Severe mental illness was defined as the presence of a schizophrenia spectrum disorder (F2X) or a bipolar disorder (F30-F319) diagnosis in the Danish Psychiatric Central Research Register. Mood or anxiety disorder was defined as the presence of either a unipolar mood disorder (F32-F99X) or an anxiety disorder (F4X). A personality disorder was defined as the presence of a personality disorder regardless of type (F6X), and hyperkinetic disorder was defined as the presence of an F900X diagnosis.
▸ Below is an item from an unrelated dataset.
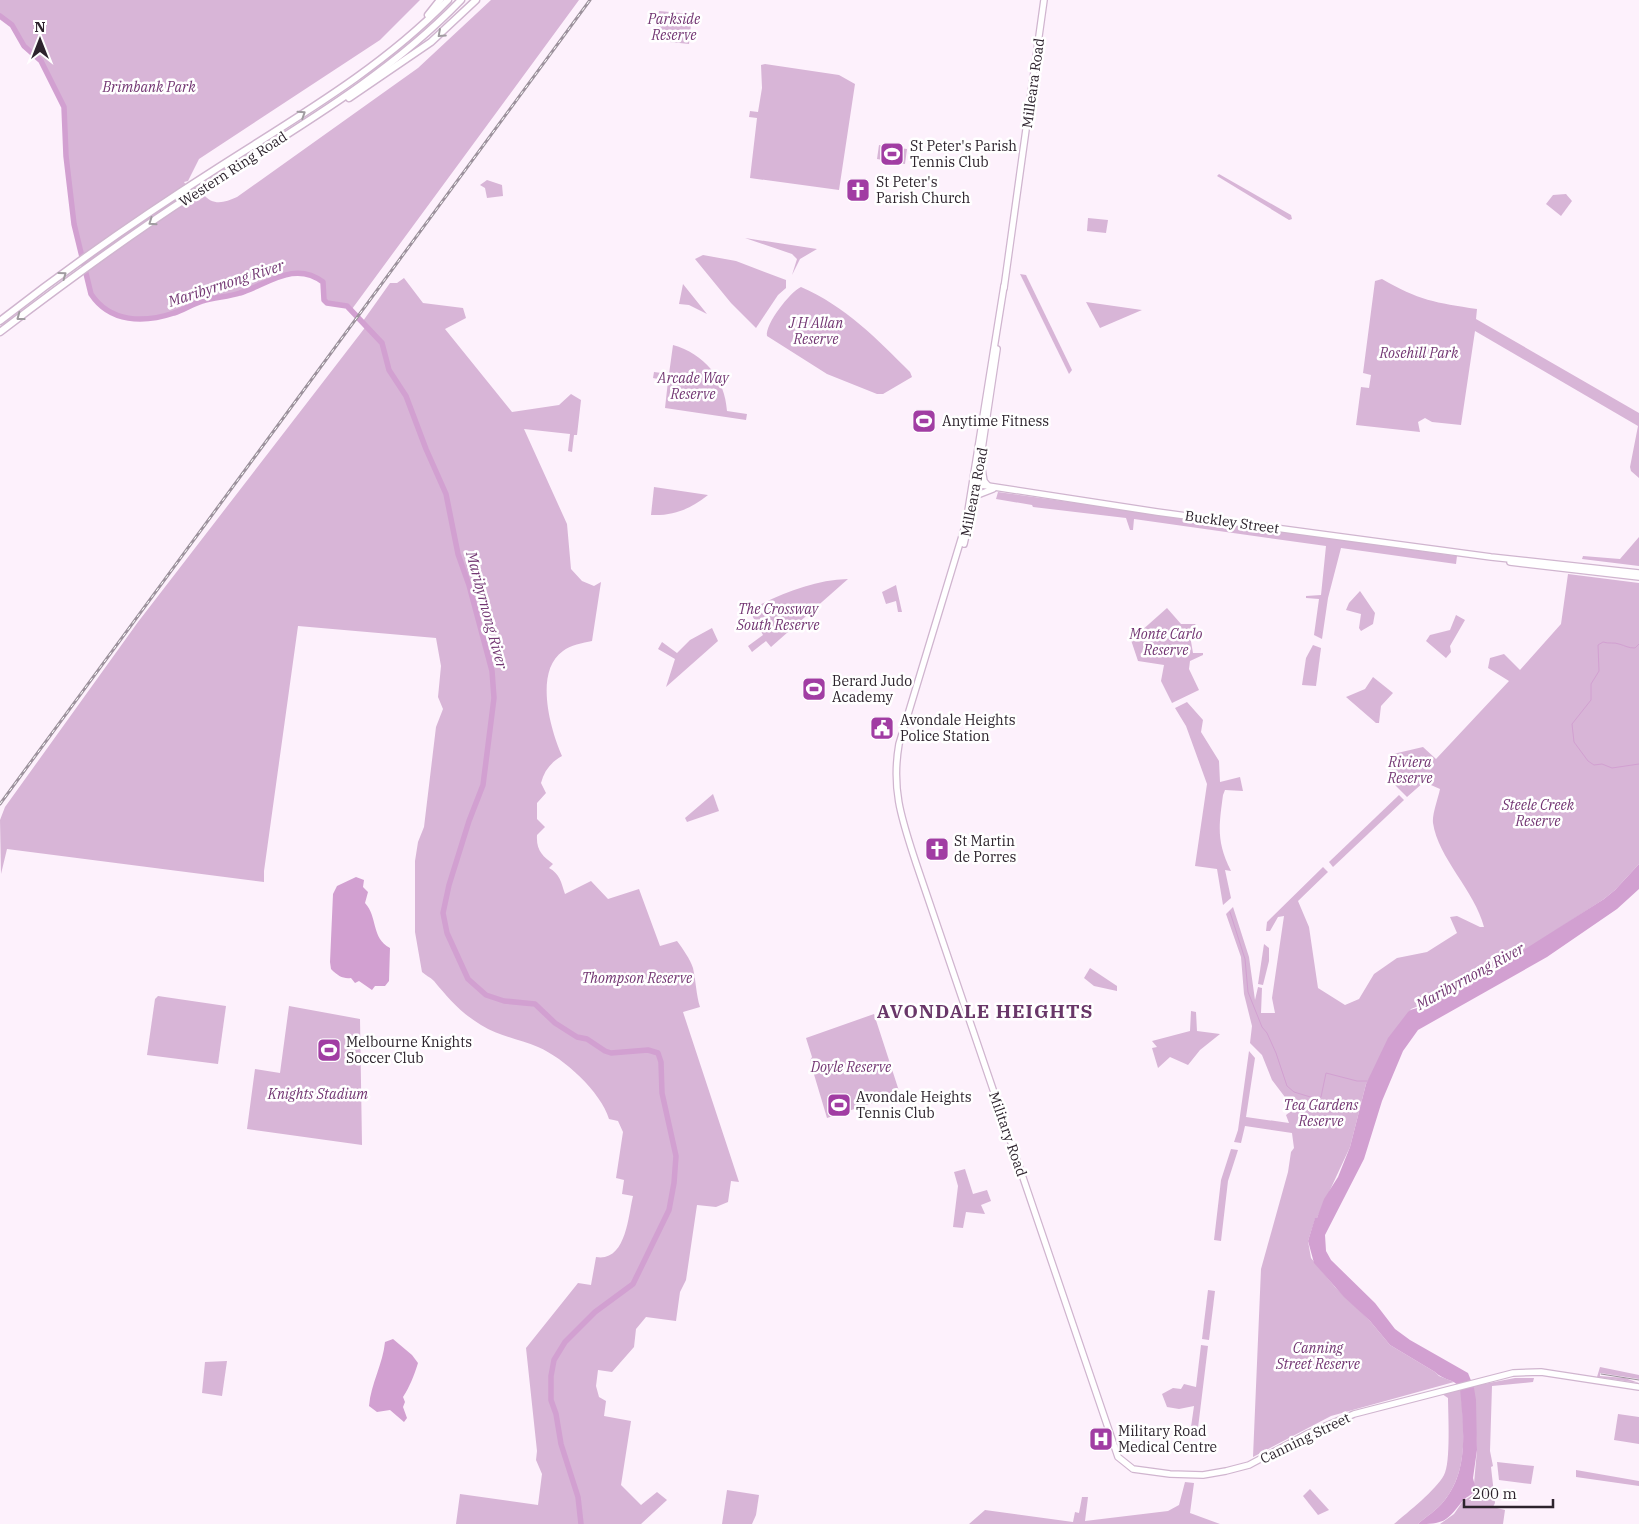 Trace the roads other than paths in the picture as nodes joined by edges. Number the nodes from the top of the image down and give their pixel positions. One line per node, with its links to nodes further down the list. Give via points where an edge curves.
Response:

We defined alcohol-related problems as any hospital contact, inpatient or outpatient, involving an alcohol use disorder diagnosis (ICD-10 code F10X) identified in the National Patient Register or the Psychiatric Research Register, or the filling of a prescription for a drug used in the treatment of alcohol dependence (ATC code N07BB) identified in the Danish Prescription Register.
Statistical analyses
Since the outcomes were count variables, we first explored models appropriate for this type of variable (i.e., Poisson, negative binomial, and zero-inflated models). To select the most parsimonious model, we relied on the Bayesian Information Criterion (BIC, [43]). The BIC takes on lower values as the model becomes more parsimonious, taking both model fit and model complexity into consideration.
Analyses for the best model were conducted with ILC randomization status as the variable of interest. In additional steps, we included the control variables listed above. According to the BIC, the best-fitting model was simple negative binomial regression for all outcomes in this study.